When we left Inley Lake (in mid-November), there were several tourists who couldn’t find a single room available, and had spent the night sitting under a tree. We aren’t ones to plan ahead, but if you are planning on traveling to Bagan or Inley Lake, make sure you call ahead to make a reservation at a hotel. Cyclists often arrive late in the afternoon. By then, scores of backpackers and tourists will have scooped up every bed available.
Internet access has opened up in Myanmar. You’ll find free WiFi offered at many hotels and guest houses. You presently cannot buy a data package for your cell phone. You can buy a sim card, but only for making calls. This can be really helpful to make hotel reservations in advance.
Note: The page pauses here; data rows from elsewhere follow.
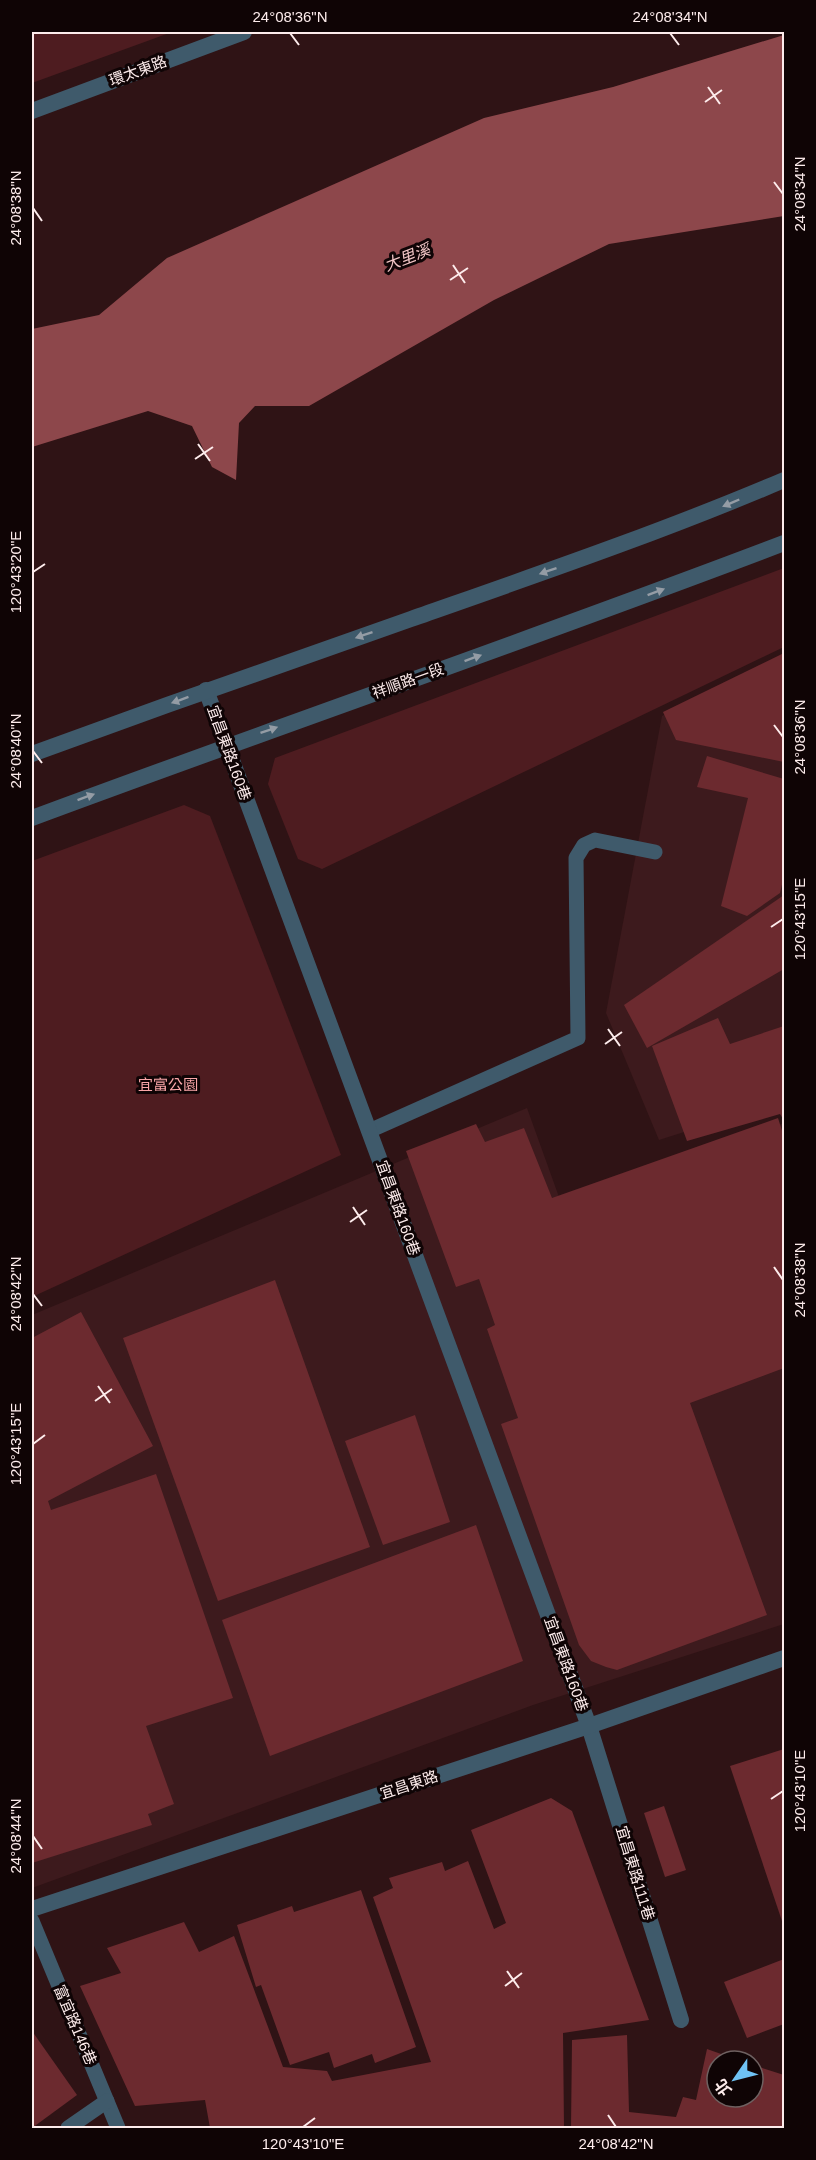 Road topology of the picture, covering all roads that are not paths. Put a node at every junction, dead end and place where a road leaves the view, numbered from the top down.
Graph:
1 (244, 32) edge
2 (32, 111) edge
3 (784, 480) edge
4 (784, 543) edge
5 (206, 690) junction
6 (226, 745) junction
7 (32, 754) edge
8 (32, 818) edge
9 (655, 852) dead end
10 (369, 1131) junction
11 (784, 1658) edge
12 (589, 1726) junction
13 (32, 1909) edge
14 (32, 1921) edge
15 (681, 2020) dead end
16 (107, 2101) junction
17 (68, 2128) edge
18 (118, 2128) edge

1 - 2 street, 環太東路
3 -> 5 street
6 -> 4 street, 祥順路一段
5 - 6 street, 宜昌東路160巷
5 -> 7 street
8 -> 6 street, 祥順路一段
6 - 10 street, 宜昌東路160巷
9 - 10 lane
10 - 12 street, 宜昌東路160巷
11 - 12 street, 宜昌東路
12 - 13 street, 宜昌東路
12 - 15 street, 宜昌東路111巷
14 - 16 lane, 富宜路146巷
16 - 17 lane
16 - 18 lane, 富宜路146巷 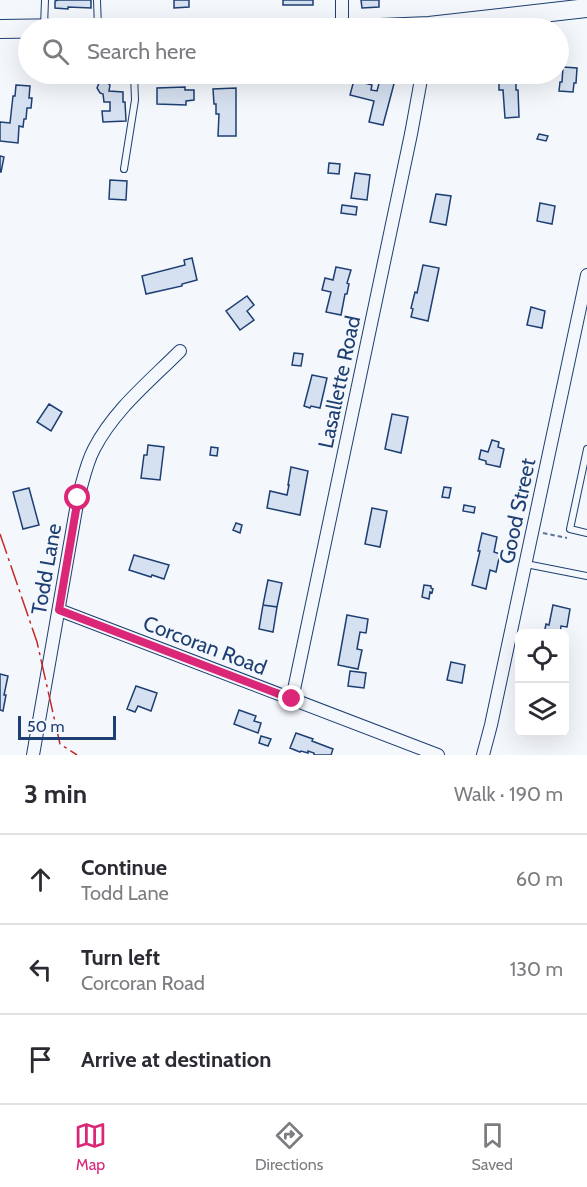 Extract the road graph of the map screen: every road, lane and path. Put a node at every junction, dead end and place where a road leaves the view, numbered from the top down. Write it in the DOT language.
graph roads {
  1 [pos="45,0"];
  2 [pos="97,0"];
  3 [pos="342,0"];
  4 [pos="587,8"];
  5 [pos="44,18"];
  6 [pos="98,18"];
  7 [pos="342,18"];
  8 [pos="504,18"];
  9 [pos="0,29"];
  10 [pos="18,29"];
  11 [pos="134,84"];
  12 [pos="420,84"];
  13 [pos="124,169"];
  14 [pos="587,276"];
  15 [pos="584,304"];
  16 [pos="180,351"];
  17 [pos="587,449"];
  18 [pos="533,531"];
  19 [pos="587,533"];
  20 [pos="576,540"];
  21 [pos="526,564"];
  22 [pos="587,576"];
  23 [pos="59,610"];
  24 [pos="292,699"];
  25 [pos="33,755"];
  26 [pos="438,755"];
  27 [pos="483,755"];
  1 -- 5 [label="lane"];
  2 -- 6 [label="lane"];
  3 -- 7 [label="street"];
  4 -- 8 [label="main road"];
  9 -- 10 [label="main road"];
  11 -- 13 [label="lane"];
  12 -- 24 [label="street, Lasallette Road"];
  14 -- 15 [label="street, Good Street"];
  15 -- 18 [label="street, Good Street"];
  16 -- 23 [label="street, Todd Lane"];
  17 -- 19 [label="lane"];
  18 -- 20 [label="path"];
  18 -- 21 [label="street, Good Street"];
  21 -- 22 [label="lane"];
  21 -- 27 [label="street, Good Street"];
  23 -- 24 [label="street, Corcoran Road"];
  23 -- 25 [label="street, Todd Lane"];
  24 -- 26 [label="street, Corcoran Road"];
}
Just wandering around Myanmar is difficult, due to the need to stay at a registered guest house. It is possible to get around this. But it is a bit of a crap shoot. We went to a monastery and were told we could stay. The monks were making up our room. Then the head master showed up and said it was not possible for us to stay. We had to leave. He helped us flag down a truck (the sun was setting) and we got a ride to the next town (city) that had a hotel open to foreigners. On another occasion, we pulled into a police station of a small town, and after calls and paperwork, we were hosted at the barracks. One of the policeman even bought us breakfast the next day.
Many cyclists (including us) chose a route that included Mandalay, Bagan and Inley Lake. There are some back roads from Inley Lake to Mandalay that are really rough, but worth the effort.
Go now, or later?
Personally, I’d avoid Myanmar during the holiday season (mid-December till after the New Year). It is going to be crazy. If you don’t already have a room at the major destinations … good luck. Traveling in February or March of 2012 will see fewer tourists, and a lot more heat. A hard choice for a cyclist.
Hopefully Myanmar will issue more guest house permits — open more areas of the country to travel –allow folks to pitch a tent now and then. Will Myanmar see tourism skyrocket even further? If the room rates continue to rise, I doubt it.
Was it worth it?
A resounding yes from both of us. No matter what the hassles, or the inflated prices and difficulty to get lodging, spending a month with the people of Myanmar was worth it … and then some.
Originally posted on Adventure Cycling Association’s blog.